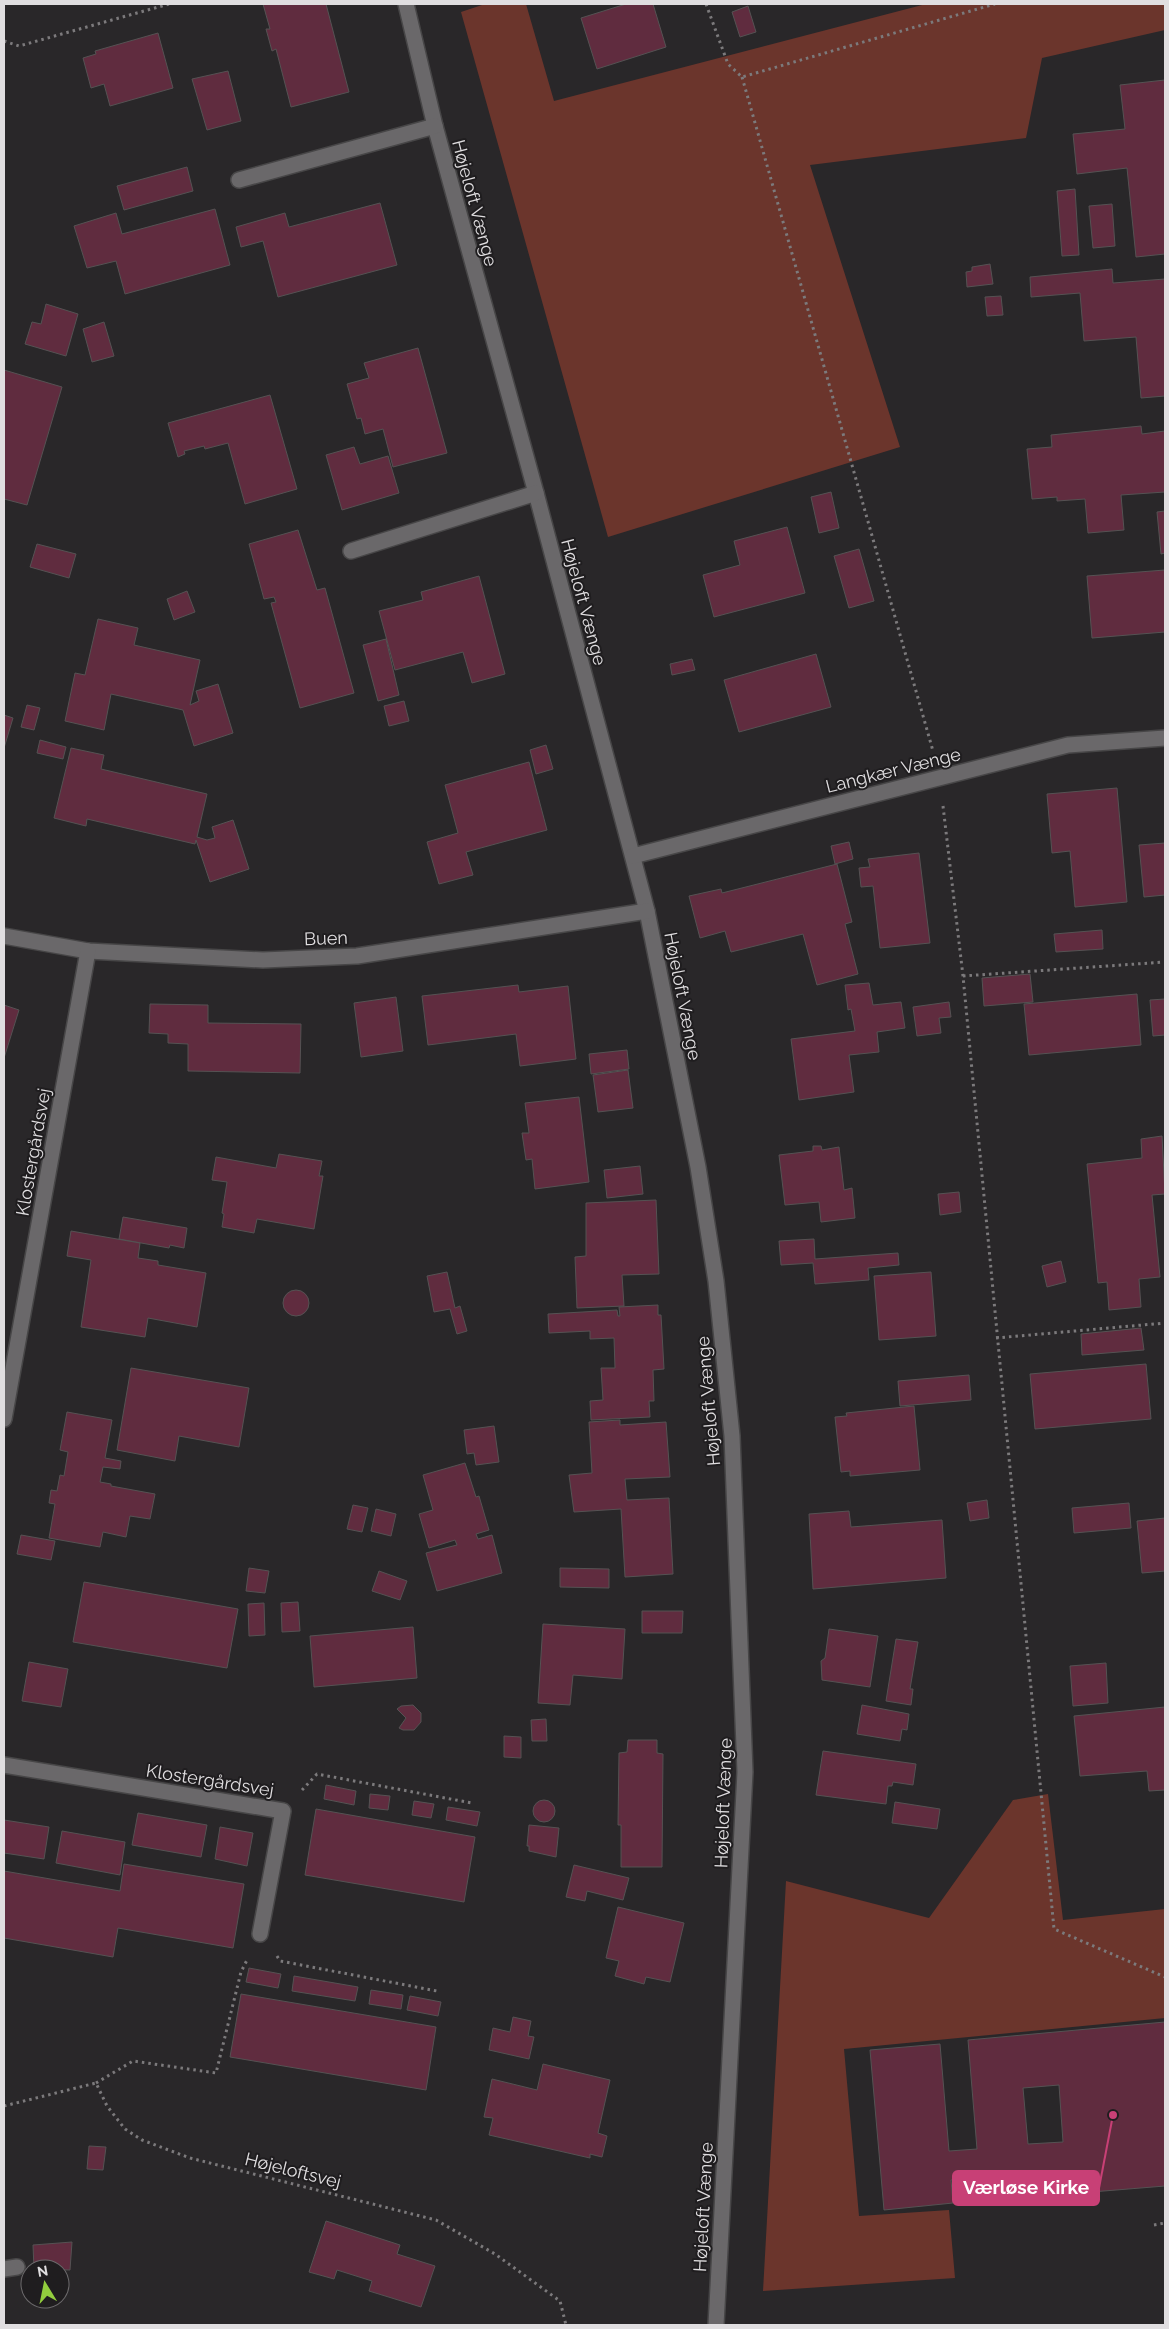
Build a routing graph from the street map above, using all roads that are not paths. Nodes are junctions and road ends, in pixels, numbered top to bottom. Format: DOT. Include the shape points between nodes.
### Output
graph roads {
  1 [pos="406,4"];
  2 [pos="434,126"];
  3 [pos="239,180"];
  4 [pos="536,493"];
  5 [pos="351,551"];
  6 [pos="1165,738"];
  7 [pos="633,856"];
  8 [pos="648,911"];
  9 [pos="4,936"];
  10 [pos="88,952"];
  11 [pos="4,1419"];
  12 [pos="4,1765"];
  13 [pos="260,1934"];
  14 [pos="716,2325"];
  1 -- 2 [label="street, Højeloft Vænge"];
  2 -- 3 [label="street, Højeloft Vænge"];
  2 -- 4 [label="street, Højeloft Vænge"];
  4 -- 5 [label="street"];
  4 -- 7 [label="street, Højeloft Vænge"];
  6 -- 7 [label="street, Langkær Vænge" via="1068,745"];
  7 -- 8 [label="street, Højeloft Vænge"];
  8 -- 10 [label="street, Buen" via="357,956 263,960"];
  8 -- 14 [label="street, Højeloft Vænge" via="698,1167 716,1281 732,1436 745,1772"];
  9 -- 10 [label="street, Buen"];
  10 -- 11 [label="street, Klostergårdsvej"];
  12 -- 13 [label="street, Klostergårdsvej" via="283,1811"];
}
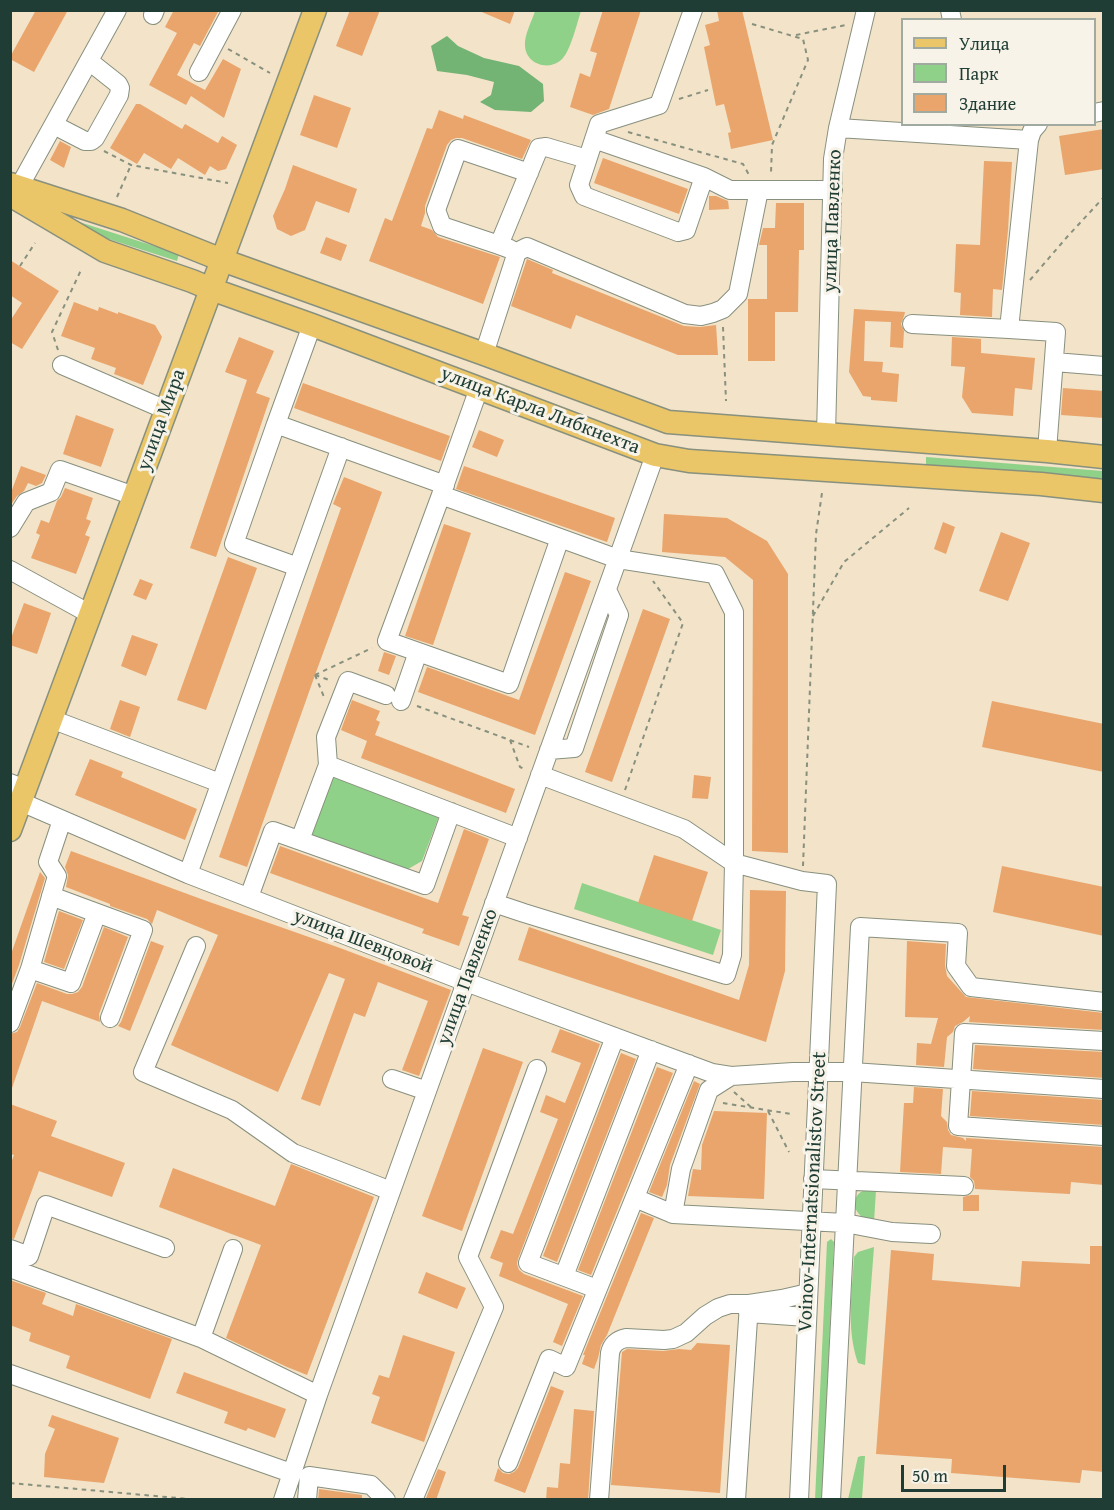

□ □ □ □

TRY IT >>
Leave out the pictures and return the rest of the records exactly.

TASK SOLUTION >>
Build a routing graph from the street map above, using all roads that are not paths. Nodes are junctions and road ends, in pixels, numbered top to bottom. Format: DOT. Include the shape points between nodes.
### Output
graph roads {
  1 [pos="406,4"];
  2 [pos="434,126"];
  3 [pos="239,180"];
  4 [pos="536,493"];
  5 [pos="351,551"];
  6 [pos="1165,738"];
  7 [pos="633,856"];
  8 [pos="648,911"];
  9 [pos="4,936"];
  10 [pos="88,952"];
  11 [pos="4,1419"];
  12 [pos="4,1765"];
  13 [pos="260,1934"];
  14 [pos="716,2325"];
  1 -- 2 [label="street, Højeloft Vænge"];
  2 -- 3 [label="street, Højeloft Vænge"];
  2 -- 4 [label="street, Højeloft Vænge"];
  4 -- 5 [label="street"];
  4 -- 7 [label="street, Højeloft Vænge"];
  6 -- 7 [label="street, Langkær Vænge" via="1068,745"];
  7 -- 8 [label="street, Højeloft Vænge"];
  8 -- 10 [label="street, Buen" via="357,956 263,960"];
  8 -- 14 [label="street, Højeloft Vænge" via="698,1167 716,1281 732,1436 745,1772"];
  9 -- 10 [label="street, Buen"];
  10 -- 11 [label="street, Klostergårdsvej"];
  12 -- 13 [label="street, Klostergårdsvej" via="283,1811"];
}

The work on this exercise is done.